Among the lines of the records, find all that carry the word "main" and copy them.
==== Data under study ====
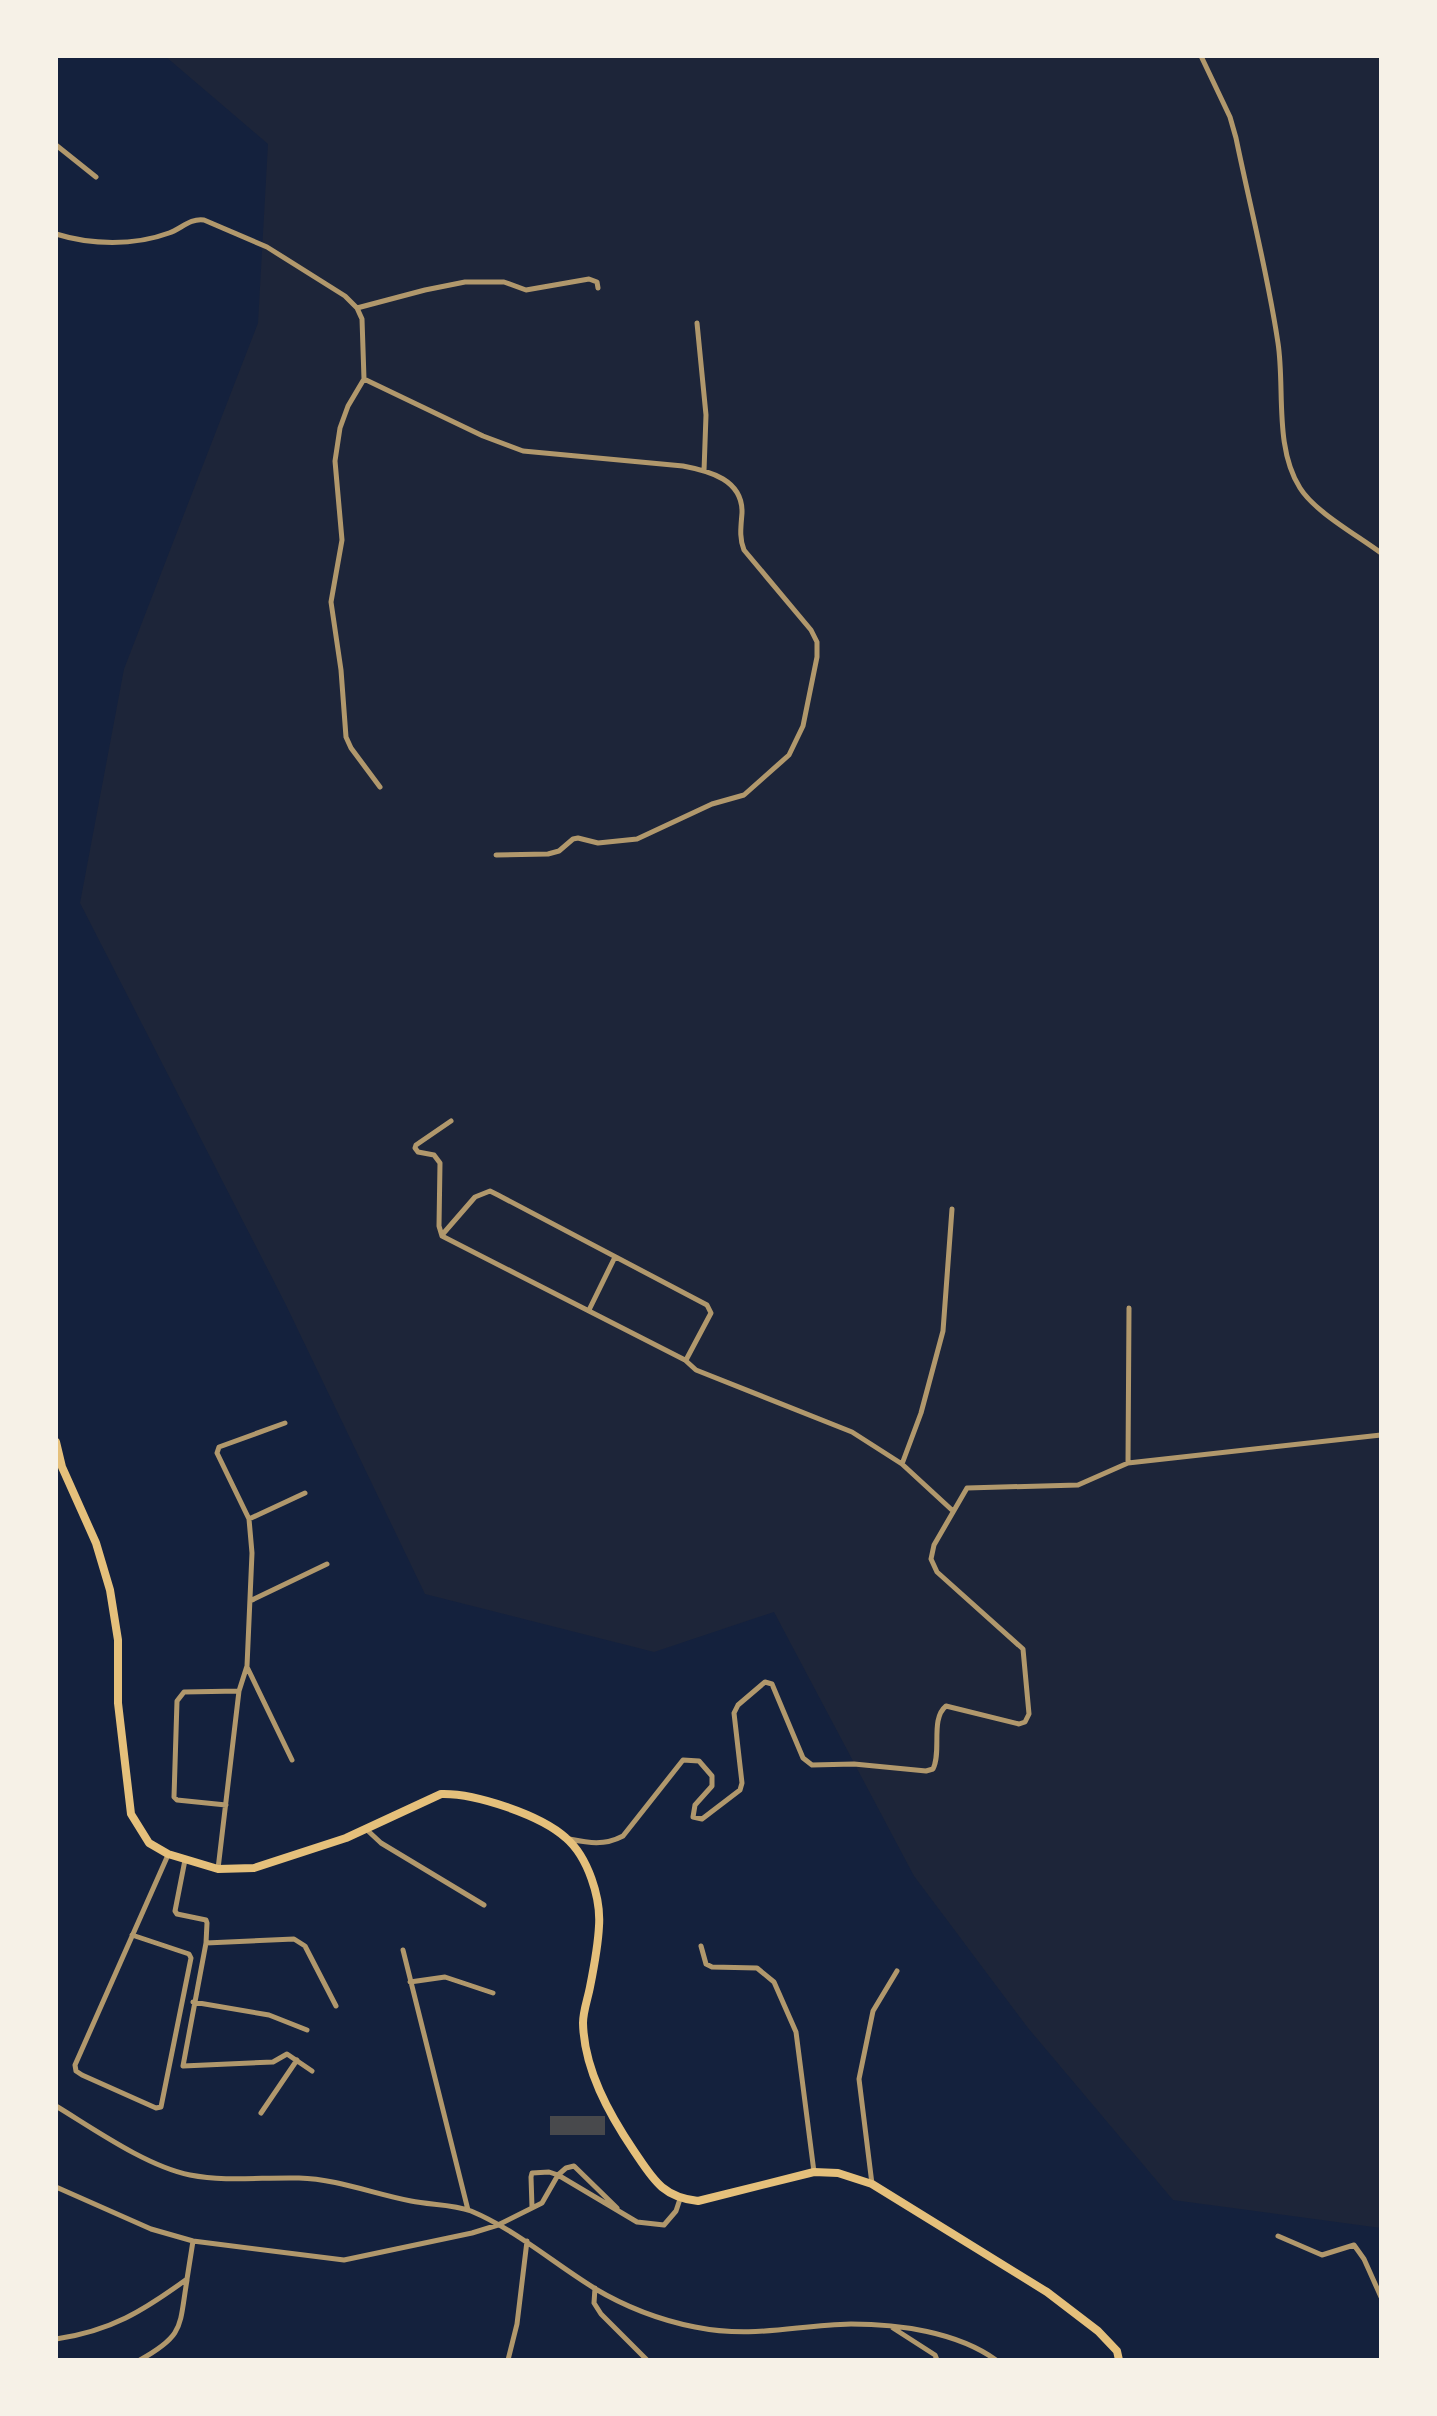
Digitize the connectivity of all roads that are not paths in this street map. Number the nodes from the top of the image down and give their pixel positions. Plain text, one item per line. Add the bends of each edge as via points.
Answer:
1 (1201, 56) edge
2 (56, 145) edge
3 (96, 177) dead end
4 (56, 234) edge
5 (598, 288) dead end
6 (357, 308) junction
7 (697, 323) dead end
8 (364, 379) junction
9 (704, 471) junction
10 (1381, 553) edge
11 (380, 787) dead end
12 (496, 855) dead end
13 (451, 1121) dead end
14 (952, 1209) dead end
15 (442, 1236) junction
16 (615, 1257) junction
17 (1129, 1308) dead end
18 (589, 1310) junction
19 (685, 1360) junction
20 (285, 1423) dead end
21 (1381, 1435) edge
22 (56, 1442) edge
23 (1128, 1463) junction
24 (902, 1464) junction
25 (305, 1493) dead end
26 (953, 1511) junction
27 (249, 1519) junction
28 (327, 1564) dead end
29 (250, 1601) junction
30 (247, 1666) junction
31 (239, 1691) junction
32 (292, 1760) dead end
33 (226, 1805) junction
34 (365, 1828) junction
35 (568, 1838) junction
36 (168, 1854) junction
37 (185, 1860) junction
38 (218, 1869) junction
39 (484, 1905) dead end
40 (132, 1935) junction
41 (206, 1943) junction
42 (701, 1946) dead end
43 (403, 1950) dead end
44 (897, 1971) dead end
45 (410, 1982) junction
46 (493, 1993) dead end
47 (193, 2002) junction
48 (336, 2006) dead end
49 (307, 2030) dead end
50 (297, 2060) junction
51 (312, 2071) dead end
52 (56, 2106) edge
53 (261, 2113) dead end
54 (814, 2172) junction
55 (558, 2175) junction
56 (872, 2184) junction
57 (56, 2187) edge
58 (680, 2199) junction
59 (532, 2207) junction
60 (617, 2208) junction
61 (468, 2210) junction
62 (498, 2225) junction
63 (1278, 2236) dead end
64 (193, 2241) junction
65 (527, 2241) junction
66 (187, 2279) junction
67 (595, 2288) junction
68 (1381, 2297) edge
69 (890, 2326) junction
70 (56, 2339) edge
71 (140, 2360) edge
72 (508, 2360) edge
73 (647, 2360) edge
74 (937, 2360) edge
75 (996, 2360) edge
76 (1119, 2360) edge

1 - 10 street via 1236,138 1278,344 1285,439 1295,478 1313,502
2 - 3 street
4 - 6 street via 129,242 204,220 267,247
5 - 6 street via 589,279 526,290 480,280
6 - 8 street via 363,326
7 - 9 street via 706,415
8 - 9 street via 523,451
8 - 11 street via 348,406 336,450 342,540 331,602 346,737
9 - 12 street via 738,493 744,550 817,642 803,726 789,755 744,795 637,839 598,843 578,838 548,854
13 - 15 street via 415,1148 440,1163
14 - 24 street via 943,1331
15 - 16 street via 475,1197 490,1191
15 - 18 street
16 - 18 street
16 - 19 street via 710,1308
17 - 23 street
18 - 19 street
19 - 24 street via 696,1370 852,1432
20 - 27 street via 219,1447 217,1459
21 - 23 street
22 - 36 main road via 110,1590 131,1814 149,1843
23 - 26 street via 1078,1485 967,1488
24 - 26 street
25 - 27 street
26 - 35 street via 931,1559 937,1572 1023,1649 1029,1714 1025,1722 946,1706 939,1713 933,1769 812,1765 803,1758 772,1684 765,1682 734,1713 742,1783 735,1797 702,1819 693,1817 695,1805 712,1786 712,1776 699,1761 683,1760 623,1836 598,1844
27 - 29 street
28 - 29 street
29 - 30 street
30 - 31 street
30 - 32 street
31 - 33 street
31 - 33 street via 184,1692 177,1701 174,1797
33 - 38 street
34 - 35 main road via 441,1794 453,1794 500,1805
34 - 38 main road via 272,1864
34 - 39 street
35 - 58 main road via 595,1882 600,1923 583,2021 590,2067 630,2146 652,2178
36 - 37 main road
36 - 40 street
37 - 38 main road
37 - 41 street via 175,1911 206,1920
40 - 40 street via 75,2065 76,2071 156,2108 161,2107 191,1958
41 - 47 street
41 - 48 street via 294,1939 305,1946
42 - 54 street via 712,1967 757,1968 774,1982 796,2032
43 - 45 street
44 - 56 street via 873,2011 859,2079
45 - 46 street via 445,1977
45 - 61 street
47 - 49 street via 269,2015
47 - 50 street via 183,2066 273,2062 287,2054
50 - 51 street
50 - 53 street
52 - 61 street via 132,2151 187,2174 325,2181
54 - 56 main road
54 - 58 main road via 698,2201
55 - 59 street via 547,2197
55 - 59 street via 532,2173
55 - 60 street
55 - 60 street via 574,2166
56 - 76 main road via 1047,2292 1098,2331
57 - 64 street via 151,2229
58 - 60 street via 664,2225 637,2222
59 - 62 street
61 - 62 street
62 - 64 street via 344,2260
62 - 65 street
63 - 68 street via 1322,2255 1354,2245
64 - 66 street
65 - 67 street
65 - 72 street
66 - 70 street via 144,2310 89,2334
66 - 71 street via 175,2334 168,2345
67 - 69 street via 651,2315 738,2334 851,2324
67 - 73 street via 594,2303 601,2314
69 - 74 street
69 - 75 street via 957,2340

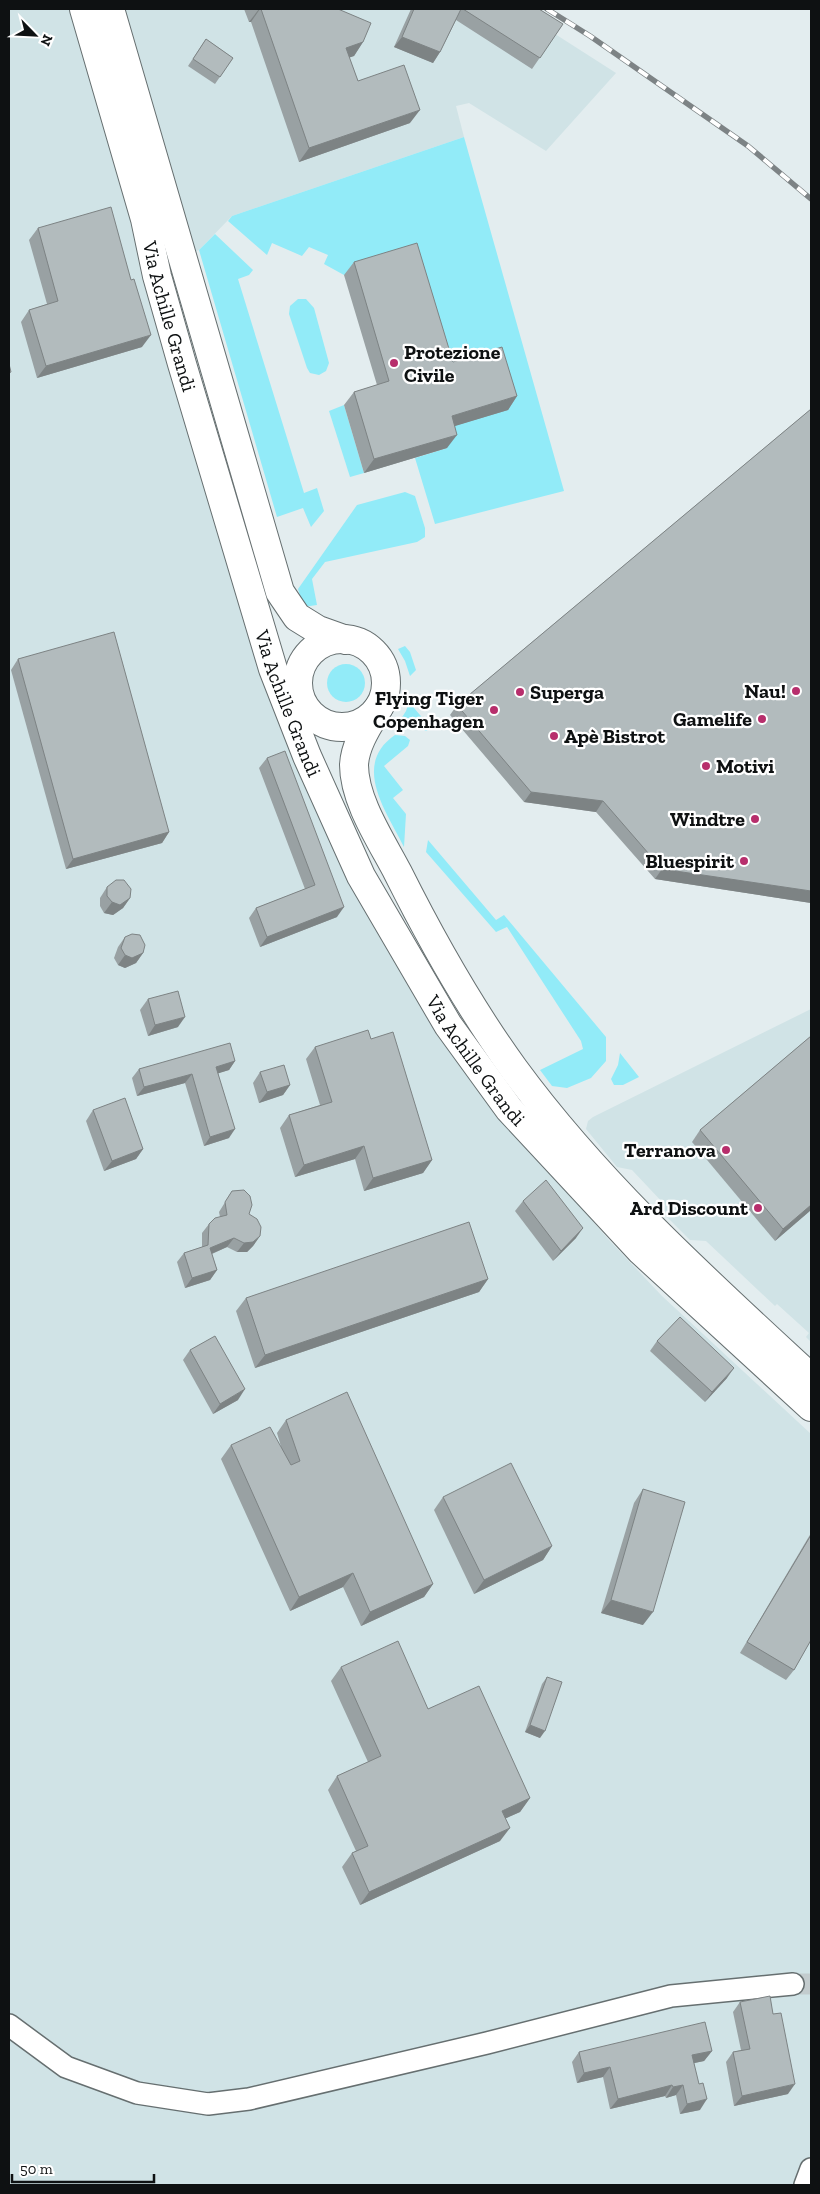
====
→ Response below:
22 - 36 main road via 110,1590 131,1814 149,1843
34 - 35 main road via 441,1794 453,1794 500,1805
34 - 38 main road via 272,1864
35 - 58 main road via 595,1882 600,1923 583,2021 590,2067 630,2146 652,2178
36 - 37 main road
37 - 38 main road
54 - 56 main road
54 - 58 main road via 698,2201
56 - 76 main road via 1047,2292 1098,2331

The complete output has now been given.